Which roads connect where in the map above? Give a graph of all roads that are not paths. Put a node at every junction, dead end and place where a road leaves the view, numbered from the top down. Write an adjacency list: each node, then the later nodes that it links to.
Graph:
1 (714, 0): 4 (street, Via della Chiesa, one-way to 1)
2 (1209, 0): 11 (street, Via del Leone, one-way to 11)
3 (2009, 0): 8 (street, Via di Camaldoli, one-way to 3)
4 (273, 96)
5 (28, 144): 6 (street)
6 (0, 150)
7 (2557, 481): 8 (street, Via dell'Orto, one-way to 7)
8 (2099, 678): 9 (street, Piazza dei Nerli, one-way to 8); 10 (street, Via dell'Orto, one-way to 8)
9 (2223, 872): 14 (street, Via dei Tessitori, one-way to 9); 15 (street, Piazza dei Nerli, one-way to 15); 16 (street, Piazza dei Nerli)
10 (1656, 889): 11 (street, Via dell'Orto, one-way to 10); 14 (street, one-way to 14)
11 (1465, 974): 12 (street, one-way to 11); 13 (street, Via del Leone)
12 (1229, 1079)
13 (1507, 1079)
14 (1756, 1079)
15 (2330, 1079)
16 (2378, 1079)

________________

All the entries must be retyped exactly.

Which roads connect where in the map above? Give a graph of all roads that are not paths. Put a node at every junction, dead end and place where a road leaves the view, numbered from the top down. Write an adjacency list: each node, then the later nodes that it links to.
Graph:
1 (714, 0): 4 (street, Via della Chiesa, one-way to 1)
2 (1209, 0): 11 (street, Via del Leone, one-way to 11)
3 (2009, 0): 8 (street, Via di Camaldoli, one-way to 3)
4 (273, 96)
5 (28, 144): 6 (street)
6 (0, 150)
7 (2557, 481): 8 (street, Via dell'Orto, one-way to 7)
8 (2099, 678): 9 (street, Piazza dei Nerli, one-way to 8); 10 (street, Via dell'Orto, one-way to 8)
9 (2223, 872): 14 (street, Via dei Tessitori, one-way to 9); 15 (street, Piazza dei Nerli, one-way to 15); 16 (street, Piazza dei Nerli)
10 (1656, 889): 11 (street, Via dell'Orto, one-way to 10); 14 (street, one-way to 14)
11 (1465, 974): 12 (street, one-way to 11); 13 (street, Via del Leone)
12 (1229, 1079)
13 (1507, 1079)
14 (1756, 1079)
15 (2330, 1079)
16 (2378, 1079)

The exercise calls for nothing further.